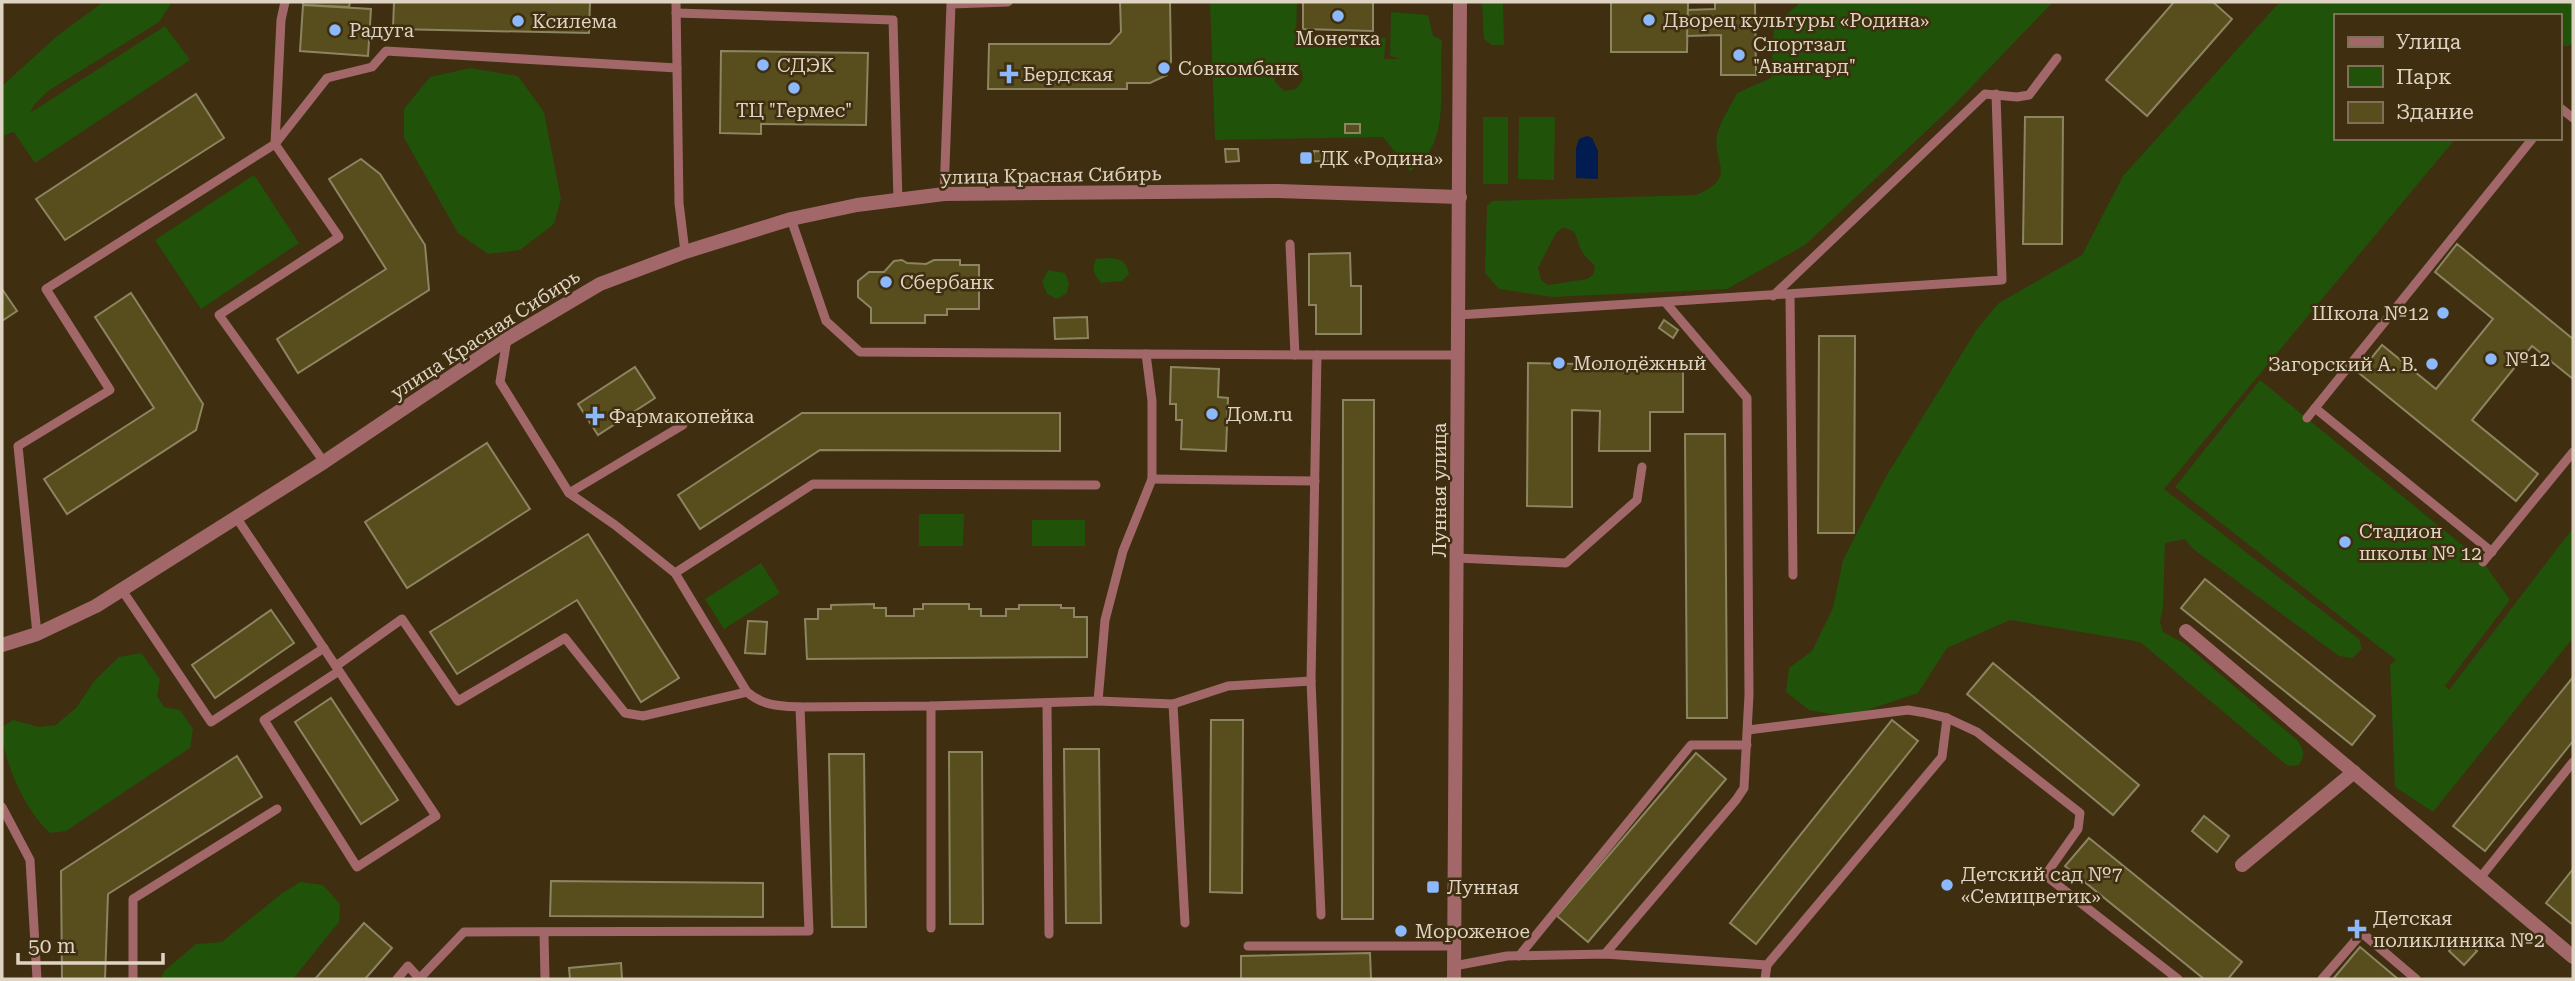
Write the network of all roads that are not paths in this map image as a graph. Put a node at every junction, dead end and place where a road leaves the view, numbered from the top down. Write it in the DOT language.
---
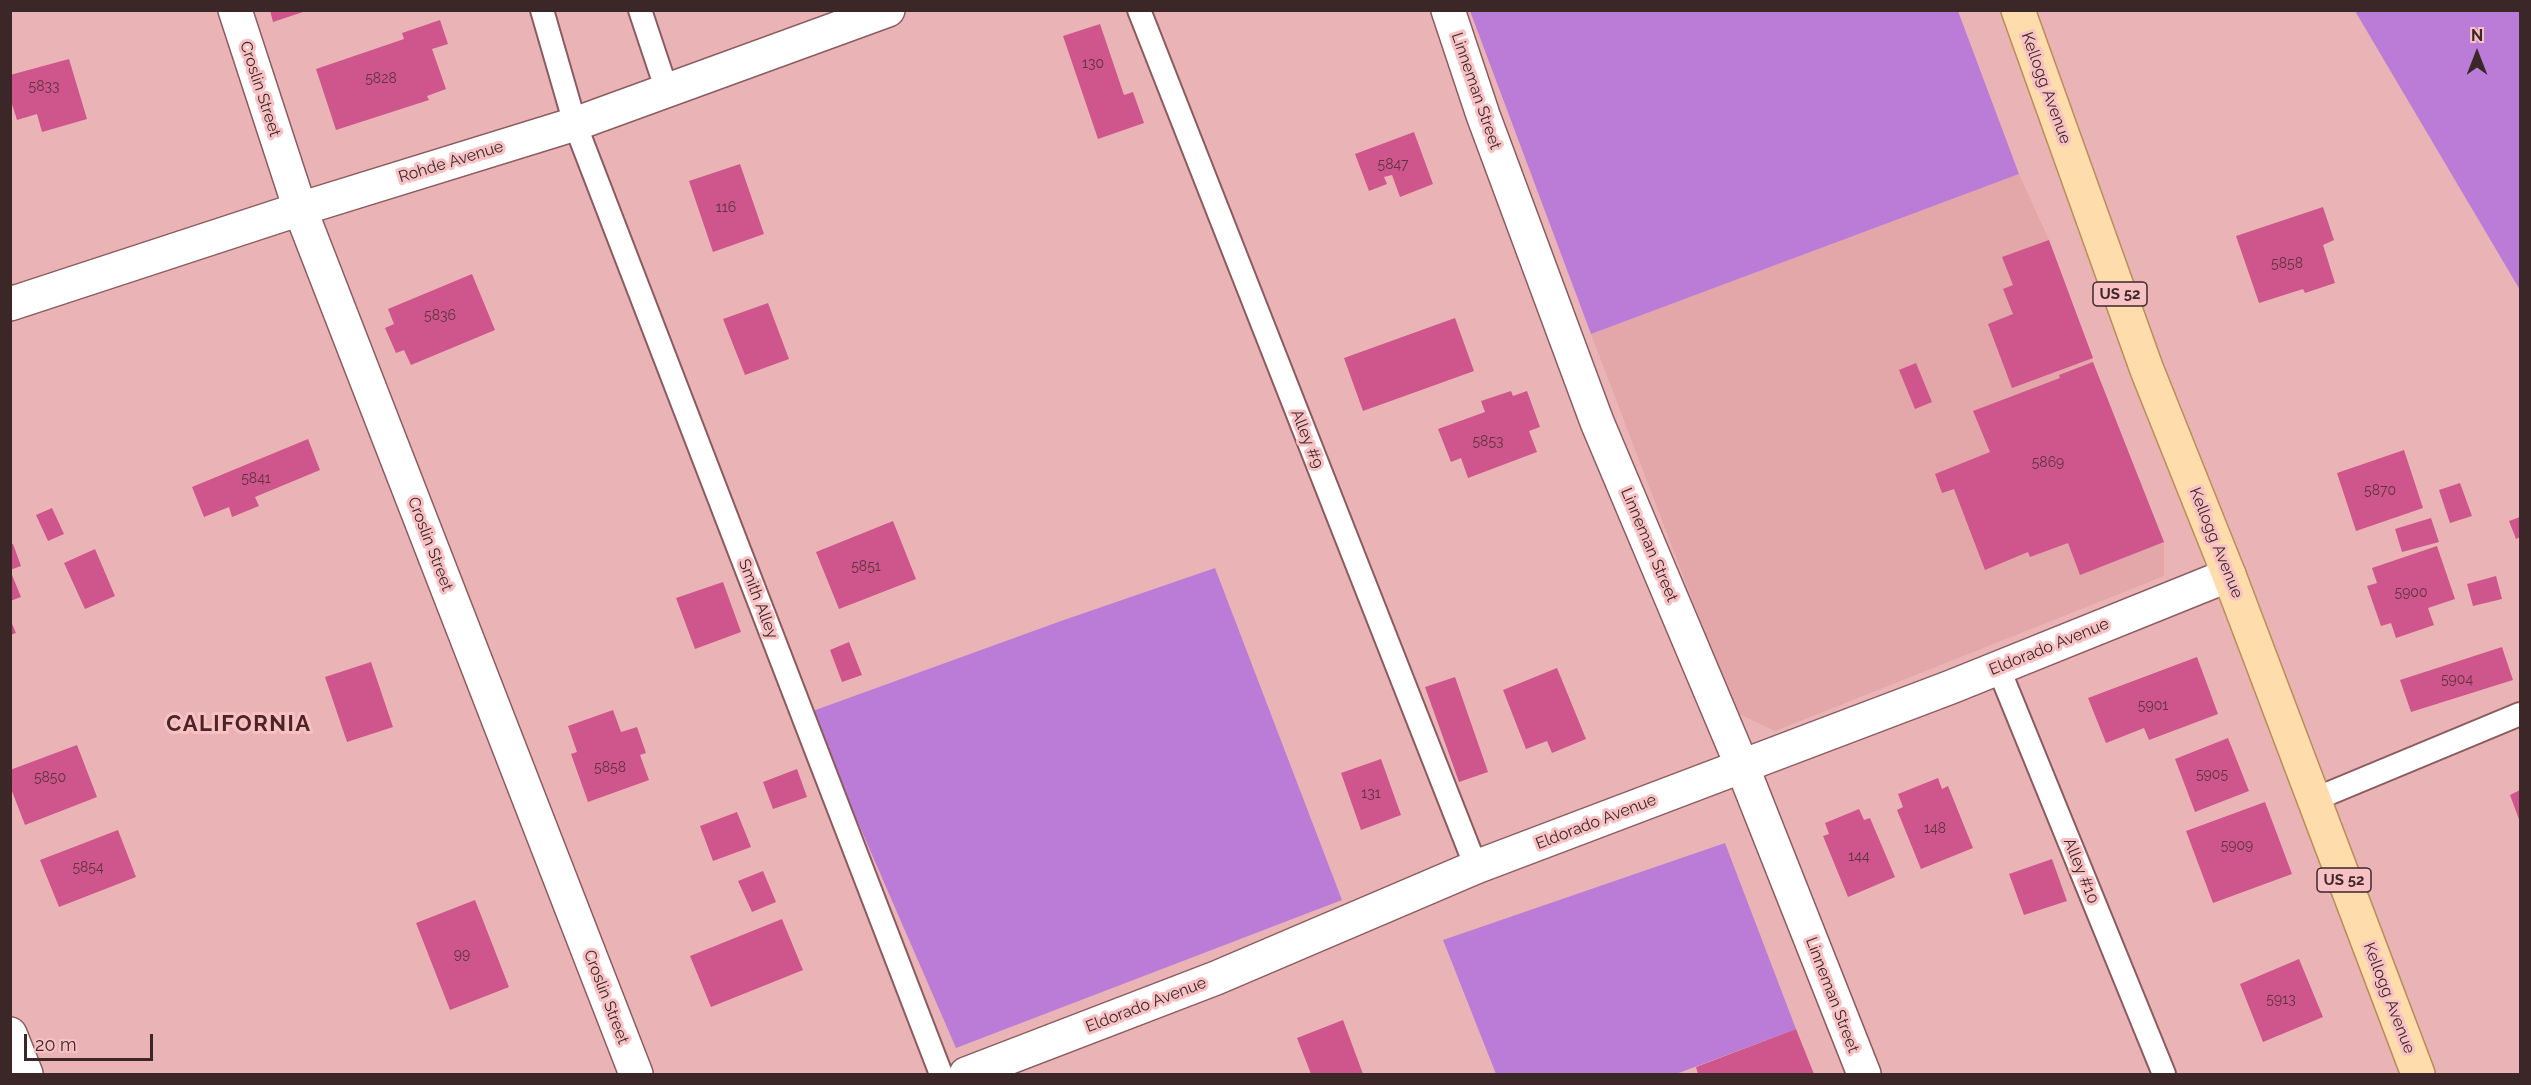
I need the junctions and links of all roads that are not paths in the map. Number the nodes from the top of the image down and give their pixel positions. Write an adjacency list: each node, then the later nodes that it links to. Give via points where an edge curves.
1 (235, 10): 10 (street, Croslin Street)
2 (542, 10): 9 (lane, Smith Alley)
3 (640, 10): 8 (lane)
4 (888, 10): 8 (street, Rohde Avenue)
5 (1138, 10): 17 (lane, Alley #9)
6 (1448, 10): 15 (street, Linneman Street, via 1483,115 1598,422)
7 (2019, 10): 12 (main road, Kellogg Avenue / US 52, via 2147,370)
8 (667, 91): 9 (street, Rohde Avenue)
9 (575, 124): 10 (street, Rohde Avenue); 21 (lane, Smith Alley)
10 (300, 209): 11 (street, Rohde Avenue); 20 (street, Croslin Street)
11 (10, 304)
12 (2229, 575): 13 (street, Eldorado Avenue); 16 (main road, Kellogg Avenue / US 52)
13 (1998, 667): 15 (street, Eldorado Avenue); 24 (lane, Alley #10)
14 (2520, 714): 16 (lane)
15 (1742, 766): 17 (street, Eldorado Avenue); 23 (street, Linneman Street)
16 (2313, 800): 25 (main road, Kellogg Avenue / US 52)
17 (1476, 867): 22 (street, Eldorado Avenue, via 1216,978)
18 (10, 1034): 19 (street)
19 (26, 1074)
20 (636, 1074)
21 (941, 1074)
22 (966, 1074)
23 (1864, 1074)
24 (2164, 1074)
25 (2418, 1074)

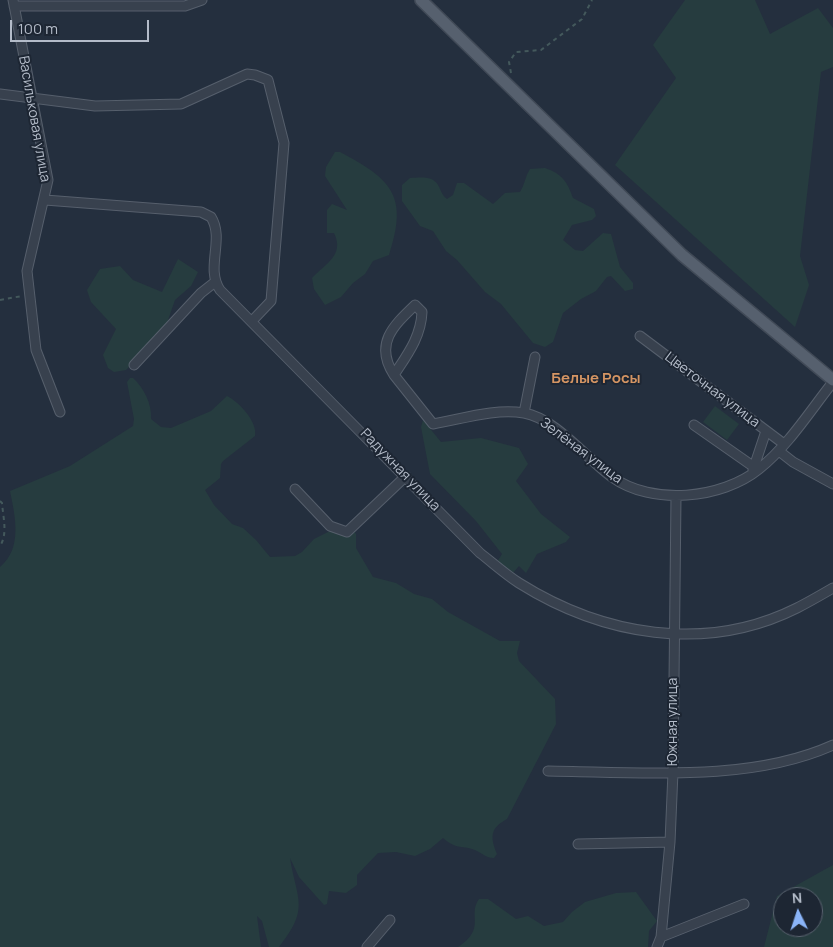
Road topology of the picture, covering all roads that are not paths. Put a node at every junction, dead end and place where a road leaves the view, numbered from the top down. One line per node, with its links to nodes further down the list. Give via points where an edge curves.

HOW TO COMPLETE THIS TASK >> Task for the records above: copy every line in which the word "view" occurs.

EXERCISE RESPONSE >>
Write the network of all roads that are not paths in this map image as a graph. Put a node at every junction, dead end and place where a road leaves the view, numbered from the top down. Write it in the DOT language.
Road topology of the picture, covering all roads that are not paths. Put a node at every junction, dead end and place where a road leaves the view, numbered from the top down. One line per node, with its links to nodes further down the list. Give via points where an edge curves.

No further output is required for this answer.